Aim of the exercise:
Return every line of the data exactly as it appears.

(Stored data entries)

####

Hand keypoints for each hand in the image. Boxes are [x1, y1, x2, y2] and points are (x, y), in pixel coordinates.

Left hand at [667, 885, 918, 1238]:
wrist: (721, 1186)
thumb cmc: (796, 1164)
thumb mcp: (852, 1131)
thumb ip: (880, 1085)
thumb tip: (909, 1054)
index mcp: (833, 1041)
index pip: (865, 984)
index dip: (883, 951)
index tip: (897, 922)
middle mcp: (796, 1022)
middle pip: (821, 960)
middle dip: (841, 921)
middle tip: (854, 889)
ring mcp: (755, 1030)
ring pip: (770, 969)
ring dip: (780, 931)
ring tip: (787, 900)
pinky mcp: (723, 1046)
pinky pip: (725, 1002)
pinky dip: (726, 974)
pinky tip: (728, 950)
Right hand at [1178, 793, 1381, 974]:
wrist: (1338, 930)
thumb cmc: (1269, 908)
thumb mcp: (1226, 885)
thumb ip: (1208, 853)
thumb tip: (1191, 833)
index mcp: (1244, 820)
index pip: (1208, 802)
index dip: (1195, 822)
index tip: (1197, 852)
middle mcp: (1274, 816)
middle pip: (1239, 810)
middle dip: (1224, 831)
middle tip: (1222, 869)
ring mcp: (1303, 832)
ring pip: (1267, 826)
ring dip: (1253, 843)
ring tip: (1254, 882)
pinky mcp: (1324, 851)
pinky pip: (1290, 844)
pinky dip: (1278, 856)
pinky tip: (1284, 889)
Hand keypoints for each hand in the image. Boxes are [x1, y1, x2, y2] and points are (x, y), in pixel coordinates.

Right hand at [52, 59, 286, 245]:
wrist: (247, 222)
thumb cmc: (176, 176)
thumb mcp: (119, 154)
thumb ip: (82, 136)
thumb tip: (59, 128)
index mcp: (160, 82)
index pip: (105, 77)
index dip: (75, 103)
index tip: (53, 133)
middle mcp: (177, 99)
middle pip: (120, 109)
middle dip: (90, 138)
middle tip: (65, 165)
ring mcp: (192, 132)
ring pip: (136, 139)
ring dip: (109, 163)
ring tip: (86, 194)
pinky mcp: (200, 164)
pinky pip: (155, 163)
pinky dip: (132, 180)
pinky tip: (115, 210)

####

Response area:
Hand keypoints for each hand in the image. Boxes are [x1, y1, x2, y2] and points are (x, y), in pixel coordinates.

Left hand at [667, 885, 918, 1238]:
wrist: (721, 1186)
thumb cmc: (796, 1164)
thumb mcp: (852, 1131)
thumb ip: (880, 1085)
thumb tip: (909, 1054)
index mcp: (833, 1041)
index pip: (865, 984)
index dip: (883, 951)
index tip: (897, 922)
middle mcp: (796, 1022)
middle pip: (821, 960)
middle dip: (841, 921)
middle tip: (854, 889)
ring mcp: (755, 1030)
ring pip: (770, 969)
ring dip: (780, 931)
ring tip: (787, 900)
pinky mcp: (723, 1046)
pinky pip: (725, 1002)
pinky dip: (726, 974)
pinky tip: (728, 950)
Right hand at [1178, 793, 1381, 974]:
wrist: (1338, 930)
thumb cmc: (1269, 908)
thumb mcp: (1226, 885)
thumb ip: (1208, 853)
thumb tip: (1191, 833)
index mcp: (1244, 820)
index pip: (1208, 802)
index dip: (1195, 822)
index tip: (1197, 852)
middle mcp: (1274, 816)
middle pip: (1239, 810)
middle dip: (1224, 831)
middle tip: (1222, 869)
ring mcp: (1303, 832)
ring pip: (1267, 826)
ring dip: (1253, 843)
ring tip: (1254, 882)
pinky mcp: (1324, 851)
pinky pip: (1290, 844)
pinky dip: (1278, 856)
pinky tip: (1284, 889)
Hand keypoints for each hand in the image. Boxes are [x1, y1, x2, y2] and points are (x, y), in pixel coordinates.

Right hand at [52, 59, 286, 245]:
wrist: (247, 222)
thumb cmc: (176, 176)
thumb mcp: (119, 154)
thumb ip: (82, 136)
thumb tip: (59, 128)
index mcp: (160, 82)
index pip: (105, 77)
index dip: (75, 103)
index tip: (53, 133)
middle mcp: (177, 99)
middle pip: (120, 109)
middle dip: (90, 138)
middle tip: (65, 165)
ring mcp: (192, 132)
ring pip: (136, 139)
ring dip: (109, 163)
ring tip: (86, 194)
pinky mcp: (200, 164)
pinky pip: (155, 163)
pinky dip: (132, 180)
pinky tip: (115, 210)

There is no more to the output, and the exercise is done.